The sell-off in municipal bonds finally appeared to sap some retail demand for state and local government debt last week as muni mutual funds reported taking in the paltriest amount of new money in six weeks.
Municipal bond mutual funds that report their figures weekly posted a net inflow of $638.2 million during the week ended Sept. 15, according to Lipper FMI, the lightest inflow since early August.
All muni mutual funds, including those that report their figures monthly, have been posting an average of $1.02 billion in new money from investors a week the past four weeks, still a very robust pace by historical standards.
The industry’s assets swelled last week to a record $524.3 billion, representing growth of 5.1% since the end of June and 12.9% for the year.
The sector’s assets have grown 53.3% since the end of 2008.
Mutual funds at first were insulated from the moderate sell-off in municipal bonds that began earlier this month.

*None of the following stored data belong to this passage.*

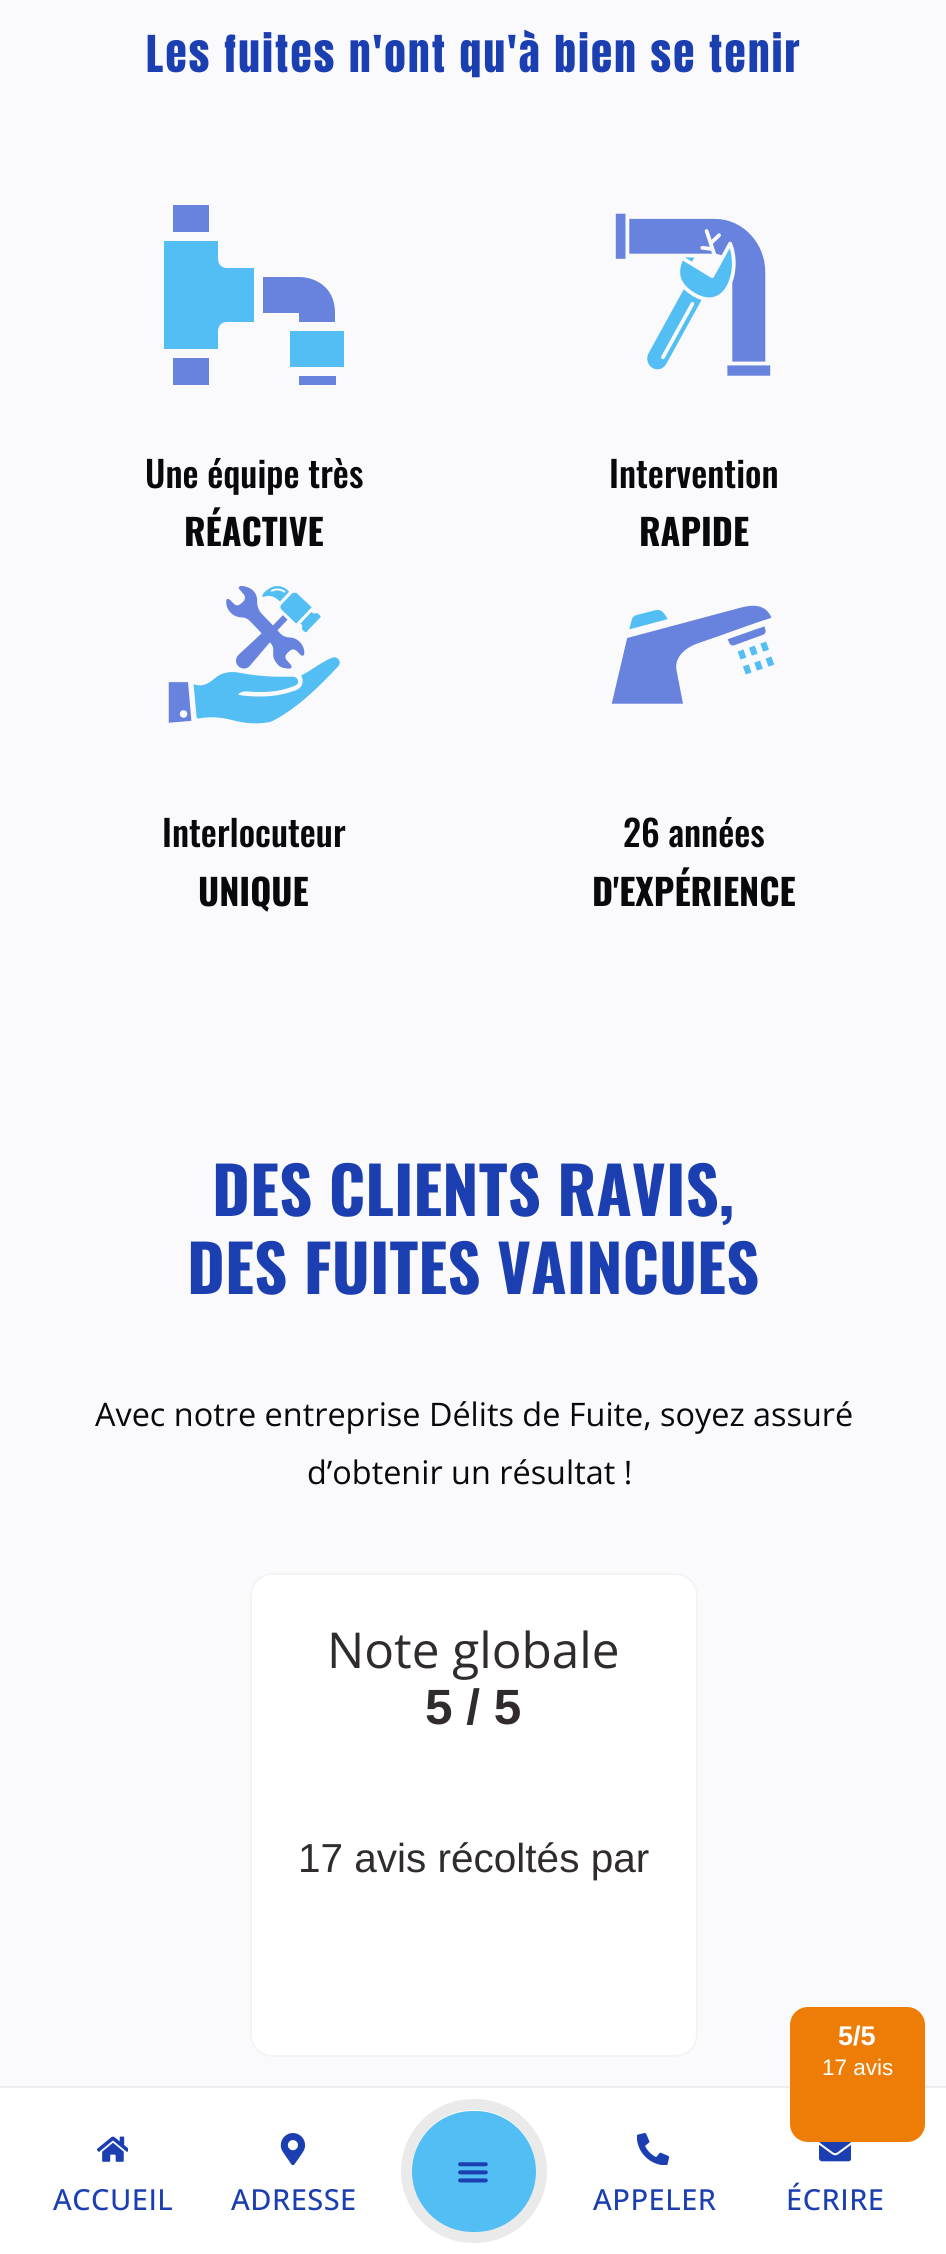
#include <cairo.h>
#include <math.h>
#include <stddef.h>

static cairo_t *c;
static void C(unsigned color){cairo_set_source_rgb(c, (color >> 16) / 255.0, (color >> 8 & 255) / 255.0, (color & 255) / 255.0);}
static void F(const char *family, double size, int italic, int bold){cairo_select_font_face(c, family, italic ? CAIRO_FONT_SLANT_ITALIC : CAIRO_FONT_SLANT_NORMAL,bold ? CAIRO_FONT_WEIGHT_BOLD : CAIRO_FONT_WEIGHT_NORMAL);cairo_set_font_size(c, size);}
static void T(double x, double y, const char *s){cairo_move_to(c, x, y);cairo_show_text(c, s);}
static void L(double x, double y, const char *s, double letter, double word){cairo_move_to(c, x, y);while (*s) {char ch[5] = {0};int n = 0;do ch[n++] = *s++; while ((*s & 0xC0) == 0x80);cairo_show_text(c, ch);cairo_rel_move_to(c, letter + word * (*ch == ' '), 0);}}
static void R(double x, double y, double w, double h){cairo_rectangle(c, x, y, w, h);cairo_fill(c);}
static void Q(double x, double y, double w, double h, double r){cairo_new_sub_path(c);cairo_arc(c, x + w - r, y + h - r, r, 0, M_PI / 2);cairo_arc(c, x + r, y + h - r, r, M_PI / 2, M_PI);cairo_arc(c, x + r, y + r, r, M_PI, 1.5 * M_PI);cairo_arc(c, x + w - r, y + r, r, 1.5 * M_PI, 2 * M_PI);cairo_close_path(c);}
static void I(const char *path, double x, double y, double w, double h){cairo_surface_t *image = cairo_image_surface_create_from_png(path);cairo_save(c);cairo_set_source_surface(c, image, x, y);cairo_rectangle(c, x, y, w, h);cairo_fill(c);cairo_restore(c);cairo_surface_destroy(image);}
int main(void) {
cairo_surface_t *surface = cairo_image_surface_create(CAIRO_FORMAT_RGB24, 946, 2254);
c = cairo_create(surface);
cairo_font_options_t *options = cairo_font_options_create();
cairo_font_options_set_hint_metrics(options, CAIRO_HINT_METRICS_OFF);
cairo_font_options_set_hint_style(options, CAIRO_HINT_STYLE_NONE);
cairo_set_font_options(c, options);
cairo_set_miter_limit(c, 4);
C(0xfafafc);
cairo_paint(c);
F("Anton",43.25,0,0);
C(0x1b3fb1);
L(146,72,"Les fuites n'ont qu'à bien se tenir",2.25,0);
C(0x52bef3);
cairo_set_fill_rule(c,CAIRO_FILL_RULE_EVEN_ODD);
cairo_new_path(c);
cairo_move_to(c,254,268);
cairo_line_to(c,227,268);
cairo_curve_to(c,218,268,218,259,218,259);
cairo_line_to(c,218,241);
cairo_line_to(c,164,241);
cairo_line_to(c,164,349);
cairo_line_to(c,218,349);
cairo_line_to(c,218,331);
cairo_curve_to(c,218,331,218,322,227,322);
cairo_line_to(c,254,322);
cairo_close_path(c);
cairo_move_to(c,290,331);
cairo_line_to(c,290,367);
cairo_line_to(c,344,367);
cairo_line_to(c,344,331);
cairo_close_path(c);
cairo_fill(c);
C(0x6783dd);
R(173,205,36,27);
R(173,358,36,27);
R(299,376,37,9);
cairo_new_path(c);
cairo_move_to(c,299,313);
cairo_line_to(c,263,313);
cairo_line_to(c,263,277);
cairo_line_to(c,299,277);
cairo_curve_to(c,314,277,335,286,335,313);
cairo_line_to(c,335,322);
cairo_line_to(c,299,322);
cairo_close_path(c);
cairo_fill(c);
F("Oswald Medium",36,0,0);
C(0x08090c);
T(145,488,"Une équipe très");
F("Oswald",36,0,1);
T(184,546,"RÉACTIVE");
I("1.png",615,213,156,163);
F("Oswald Medium",36,0,0);
T(609,488,"Intervention");
F("Oswald",36,0,1);
T(639,546,"RAPIDE");
I("2.png",168,586,172,138);
F("Oswald Medium",36,0,0);
T(162,847,"Interlocuteur");
F("Oswald",36,0,1);
T(198,906,"UNIQUE");
I("3.png",611,605,164,99);
F("Oswald Medium",36,0,0);
T(623,847,"26 années");
F("Oswald",36,0,1);
T(592,906,"D'EXPÉRIENCE");
F("Oswald",64.75,0,1);
C(0x1b3fb1);
T(212,1216,"DES CLIENTS RAVIS,");
T(187,1294,"DES FUITES VAINCUES");
F("Open Sans",32.4,0,0);
C(0x08090c);
T(95,1426,"Avec notre entreprise Délits de Fuite, soyez assuré");
T(307,1484,"d’obtenir un résultat !");
C(0xffffff);
Q(251,1574,446,482,22);
cairo_fill_preserve(c);
C(0xf4f4f4);
cairo_stroke(c);
F("Open Sans",49.5,0,0);
C(0x302c2e);
T(327,1668,"Note globale");
F("Liberation Sans",49.5,0,1);
T(425,1724,"5 / 5");
F("Liberation Sans",40.5,0,0);
T(298,1872,"17 avis récoltés par");
C(0xffffff);
R(0,2088,946,166);
C(0xededf0);
R(0,2086,946,2);
C(0xed7d06);
Q(791,2008,133,133,17);
cairo_fill_preserve(c);
cairo_stroke(c);
F("Liberation Sans",27,0,1);
C(0xffffff);
T(838,2045,"5/5");
F("Liberation Sans",22.5,0,0);
T(822,2075,"17 avis");
I("4.png",97,2136,31,26);
F("Open Sans Medium",29,0,0);
C(0x1b3fb1);
L(53,2210,"ACCUEIL",.5,0);
I("5.png",280,2133,26,32);
L(231,2210,"ADRESSE",.5,0);
C(0x52bef3);
Q(412,2111,124,121,60.5);
cairo_fill(c);
Q(406.5,2104.5,135,133,66.5);
cairo_set_source_rgba(c,0.588,0.588,0.588,0.2);
cairo_set_line_width(c,11);
cairo_stroke(c);
I("6.png",458,2162,30,21);
I("7.png",637,2133,33,32);
C(0x1b3fb1);
L(593,2210,"APPELER",.5,0);
I("8.png",819,2142,32,20);
L(786,2210,"ÉCRIRE",.5,0);
cairo_surface_write_to_png(surface, "o.png");
cairo_font_options_destroy(options);
cairo_destroy(c);
cairo_surface_destroy(surface);
return 0;
}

During the week ended Sept. 8, municipal bonds fell 0.5%, based on a Standard & Poor’s AMT-Free National Municipal Bond Index.
Mutual funds reported $932.6 million in new money that week, the third-heaviest inflow of the year.
Now flows appear to have caught up. The pullback in deposits into mutual funds coincides with a negative 0.14% return in munis last week, according to the Standard & Poor’s index.
The cold streak in the bond market is also hitting the values of the bonds mutual funds own. The industry reported $258.6 million in market losses last week.
Municipal bonds have flourished since the financial crisis as a climate of low interest rates, no appreciable inflation, tepid risk appetites, and expectations for higher taxes have sent yields on state and local government debt on an almost uninterrupted downward trajectory.
Yields reached record lows at every major maturity on the Municipal Market Data scale last month.